The Baby Tooth Survey was initiated by the Greater St. Louis Citizens’ Committee for Nuclear Information in conjunction with Saint Louis University and the Washington University School of Dental Medicine as a means of determining the effects of nuclear fallout in the human anatomy by examining the levels of radioactive material absorbed into the deciduous teeth of children. The research focused on detecting the presence of strontium-90, a cancer-causing radioactive isotope created by the more than 400 atomic tests conducted above ground that is absorbed from water and dairy products into the bones and teeth given its chemical similarity to calcium. The team sent collection forms to schools in the St.

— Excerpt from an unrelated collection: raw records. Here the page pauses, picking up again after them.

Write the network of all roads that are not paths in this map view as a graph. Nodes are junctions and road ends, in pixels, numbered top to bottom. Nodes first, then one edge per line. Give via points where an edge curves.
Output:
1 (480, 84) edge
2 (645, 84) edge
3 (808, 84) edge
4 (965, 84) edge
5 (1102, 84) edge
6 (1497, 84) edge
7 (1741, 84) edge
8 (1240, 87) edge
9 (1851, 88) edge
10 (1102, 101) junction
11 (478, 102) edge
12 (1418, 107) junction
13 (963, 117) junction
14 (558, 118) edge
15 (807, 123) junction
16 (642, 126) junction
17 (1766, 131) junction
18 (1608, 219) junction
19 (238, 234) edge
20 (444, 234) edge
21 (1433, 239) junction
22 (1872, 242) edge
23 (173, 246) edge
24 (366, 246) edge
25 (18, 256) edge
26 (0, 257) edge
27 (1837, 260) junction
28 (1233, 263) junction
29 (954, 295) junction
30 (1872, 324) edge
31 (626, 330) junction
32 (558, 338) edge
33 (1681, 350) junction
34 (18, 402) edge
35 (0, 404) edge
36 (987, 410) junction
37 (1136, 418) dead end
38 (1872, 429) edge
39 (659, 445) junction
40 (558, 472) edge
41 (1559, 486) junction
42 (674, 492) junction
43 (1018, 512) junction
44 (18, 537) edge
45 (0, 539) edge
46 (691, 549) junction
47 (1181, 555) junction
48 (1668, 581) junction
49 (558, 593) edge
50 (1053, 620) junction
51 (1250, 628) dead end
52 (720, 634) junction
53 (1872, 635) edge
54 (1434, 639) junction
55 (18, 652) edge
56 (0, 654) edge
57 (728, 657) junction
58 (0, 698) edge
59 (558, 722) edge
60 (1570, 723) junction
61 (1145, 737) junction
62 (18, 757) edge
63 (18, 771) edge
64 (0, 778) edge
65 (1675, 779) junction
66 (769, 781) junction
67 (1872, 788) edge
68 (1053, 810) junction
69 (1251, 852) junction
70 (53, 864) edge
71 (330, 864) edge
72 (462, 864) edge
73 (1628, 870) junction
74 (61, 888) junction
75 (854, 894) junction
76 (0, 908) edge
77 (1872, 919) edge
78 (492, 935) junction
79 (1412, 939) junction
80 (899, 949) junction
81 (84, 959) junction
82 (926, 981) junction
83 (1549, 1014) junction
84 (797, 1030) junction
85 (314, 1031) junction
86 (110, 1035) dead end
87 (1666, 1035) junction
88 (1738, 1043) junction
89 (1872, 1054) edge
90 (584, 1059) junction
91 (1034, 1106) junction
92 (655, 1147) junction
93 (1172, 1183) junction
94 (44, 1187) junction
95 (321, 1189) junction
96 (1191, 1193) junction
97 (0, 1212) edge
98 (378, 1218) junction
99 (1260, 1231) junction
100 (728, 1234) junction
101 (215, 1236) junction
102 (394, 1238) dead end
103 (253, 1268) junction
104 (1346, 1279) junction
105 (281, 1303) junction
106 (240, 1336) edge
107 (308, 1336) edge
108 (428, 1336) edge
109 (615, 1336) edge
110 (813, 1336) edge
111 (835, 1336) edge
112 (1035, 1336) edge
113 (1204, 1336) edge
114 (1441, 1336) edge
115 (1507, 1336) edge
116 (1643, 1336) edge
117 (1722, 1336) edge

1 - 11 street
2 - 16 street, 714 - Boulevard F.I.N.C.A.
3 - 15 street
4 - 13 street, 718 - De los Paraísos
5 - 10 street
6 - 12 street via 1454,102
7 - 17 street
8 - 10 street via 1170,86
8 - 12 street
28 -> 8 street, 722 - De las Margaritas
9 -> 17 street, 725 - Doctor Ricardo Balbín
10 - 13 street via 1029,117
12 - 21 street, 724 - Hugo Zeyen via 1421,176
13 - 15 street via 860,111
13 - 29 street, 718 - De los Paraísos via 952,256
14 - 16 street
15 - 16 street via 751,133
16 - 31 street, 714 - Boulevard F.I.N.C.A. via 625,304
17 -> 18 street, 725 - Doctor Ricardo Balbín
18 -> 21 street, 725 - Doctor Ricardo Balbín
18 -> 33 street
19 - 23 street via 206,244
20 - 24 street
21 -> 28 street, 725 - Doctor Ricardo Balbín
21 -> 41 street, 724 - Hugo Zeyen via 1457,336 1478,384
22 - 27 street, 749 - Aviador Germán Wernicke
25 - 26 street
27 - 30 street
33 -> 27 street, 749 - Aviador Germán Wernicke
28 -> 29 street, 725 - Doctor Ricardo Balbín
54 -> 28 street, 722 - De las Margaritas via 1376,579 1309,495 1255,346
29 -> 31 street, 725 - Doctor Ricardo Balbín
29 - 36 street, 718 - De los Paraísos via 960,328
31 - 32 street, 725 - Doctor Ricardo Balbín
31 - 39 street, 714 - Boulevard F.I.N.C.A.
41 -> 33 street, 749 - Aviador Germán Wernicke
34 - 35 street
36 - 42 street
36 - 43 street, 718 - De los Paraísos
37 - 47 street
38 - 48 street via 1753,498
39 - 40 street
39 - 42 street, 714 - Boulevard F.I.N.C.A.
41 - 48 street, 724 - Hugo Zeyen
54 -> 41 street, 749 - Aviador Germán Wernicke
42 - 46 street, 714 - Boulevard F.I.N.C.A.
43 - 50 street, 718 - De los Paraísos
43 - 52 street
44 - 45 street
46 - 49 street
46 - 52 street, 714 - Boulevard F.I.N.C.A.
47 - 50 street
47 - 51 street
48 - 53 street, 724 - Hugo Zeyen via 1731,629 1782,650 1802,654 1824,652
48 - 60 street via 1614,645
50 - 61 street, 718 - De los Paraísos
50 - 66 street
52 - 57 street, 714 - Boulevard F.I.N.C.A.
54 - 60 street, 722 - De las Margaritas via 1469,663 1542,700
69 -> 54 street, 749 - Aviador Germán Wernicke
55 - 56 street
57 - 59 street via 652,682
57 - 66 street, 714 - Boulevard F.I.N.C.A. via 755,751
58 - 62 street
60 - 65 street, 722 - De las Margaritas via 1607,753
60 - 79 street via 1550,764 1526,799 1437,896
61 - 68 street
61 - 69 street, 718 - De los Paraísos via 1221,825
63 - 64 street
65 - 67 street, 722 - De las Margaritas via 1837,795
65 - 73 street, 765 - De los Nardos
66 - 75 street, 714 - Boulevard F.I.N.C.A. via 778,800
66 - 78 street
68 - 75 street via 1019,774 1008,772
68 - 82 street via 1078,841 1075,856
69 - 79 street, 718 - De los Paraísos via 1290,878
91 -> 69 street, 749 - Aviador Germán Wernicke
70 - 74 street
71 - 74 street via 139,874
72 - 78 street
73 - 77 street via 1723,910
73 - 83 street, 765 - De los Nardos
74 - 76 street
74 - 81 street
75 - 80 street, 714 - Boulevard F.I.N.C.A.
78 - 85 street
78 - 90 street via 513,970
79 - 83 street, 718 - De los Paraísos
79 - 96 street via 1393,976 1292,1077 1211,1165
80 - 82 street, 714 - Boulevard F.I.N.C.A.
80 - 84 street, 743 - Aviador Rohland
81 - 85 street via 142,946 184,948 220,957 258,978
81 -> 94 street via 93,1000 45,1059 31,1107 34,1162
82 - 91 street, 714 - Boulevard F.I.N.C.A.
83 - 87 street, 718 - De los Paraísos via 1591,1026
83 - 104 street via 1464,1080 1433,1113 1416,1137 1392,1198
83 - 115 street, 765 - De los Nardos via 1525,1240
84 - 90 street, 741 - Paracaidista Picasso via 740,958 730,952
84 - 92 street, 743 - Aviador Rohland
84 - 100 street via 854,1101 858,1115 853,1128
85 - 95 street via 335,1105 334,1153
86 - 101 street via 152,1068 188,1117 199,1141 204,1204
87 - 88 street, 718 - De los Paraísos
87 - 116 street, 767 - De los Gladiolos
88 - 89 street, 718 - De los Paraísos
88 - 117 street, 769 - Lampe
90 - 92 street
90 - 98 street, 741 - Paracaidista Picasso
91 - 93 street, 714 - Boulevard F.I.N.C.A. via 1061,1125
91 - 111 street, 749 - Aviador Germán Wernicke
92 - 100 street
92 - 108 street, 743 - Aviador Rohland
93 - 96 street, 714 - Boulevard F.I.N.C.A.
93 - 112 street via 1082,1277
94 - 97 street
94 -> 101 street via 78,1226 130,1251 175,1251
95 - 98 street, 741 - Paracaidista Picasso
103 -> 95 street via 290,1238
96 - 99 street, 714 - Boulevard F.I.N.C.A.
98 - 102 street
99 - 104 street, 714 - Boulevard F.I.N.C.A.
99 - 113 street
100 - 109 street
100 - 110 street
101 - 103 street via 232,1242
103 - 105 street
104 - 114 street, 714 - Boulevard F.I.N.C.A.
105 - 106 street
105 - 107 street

Louis, Missouri area, hoping to gather 50,000 teeth each year.[1] Ultimately, the project collected over 300,000 teeth from children of various ages before the project was ended in 1970. Preliminary results published by the team in the November 24, 1961, edition of the journal Science showed that levels of strontium 90 in children had risen steadily in children born in the 1950s, with those born later showing the most increased levels. The results of a more comprehensive study of the elements found in the teeth collected showed that children born after 1963 had levels of strontium 90 in their baby teeth that was 50 times higher than that found in children born before the advent of large-scale atomic testing. The findings helped convince U.S. President John F. Kennedy to sign the Partial Nuclear Test Ban Treaty with the United Kingdom and Soviet Union, which ended the above-ground nuclear weapons testing that placed the greatest amounts of nuclear fallout into the atmosphere. The Baby Tooth Survey inspired a number of similar initiatives in other parts of the world. For example, what became known as the Tooth Fairy Project was developed in South Africa in order to determine whether human health impacts arising from radioactivity and heavy metal pollution downstream from gold mining activities, driven by acid mine drainage, was occurring.
10. Kearny Fallout Meter
A KFM is a radiation meter anyone can make with cheap materials at home. It is possible to construct a Kearny Fallout Meter from plans with just a coffee can or pail, gypsum board, monofilament fishing line, and aluminum foil. It also is a science project demonstrating the effect of ionizing radiation. An electrostatic charge is placed upon two aluminum foil leaves. Basically, it’s a can containing the two pieces of foil. As the air inside the can gets charged, the pieces of foil take on charge, as they will contain the same positive or negative charge, they will repel each other. The level is determined by measuring the amount of repulsion. Detailed plans can be found at http://www.cddc.vt.edu/host/atomic/pdf/kfm_inst.pdf .
Cresson Kearny developed the Kearny Fallout Meter from research done at Oak Ridge National Laboratory. His research was also published in the civil defense manual Nuclear War Survival Skills.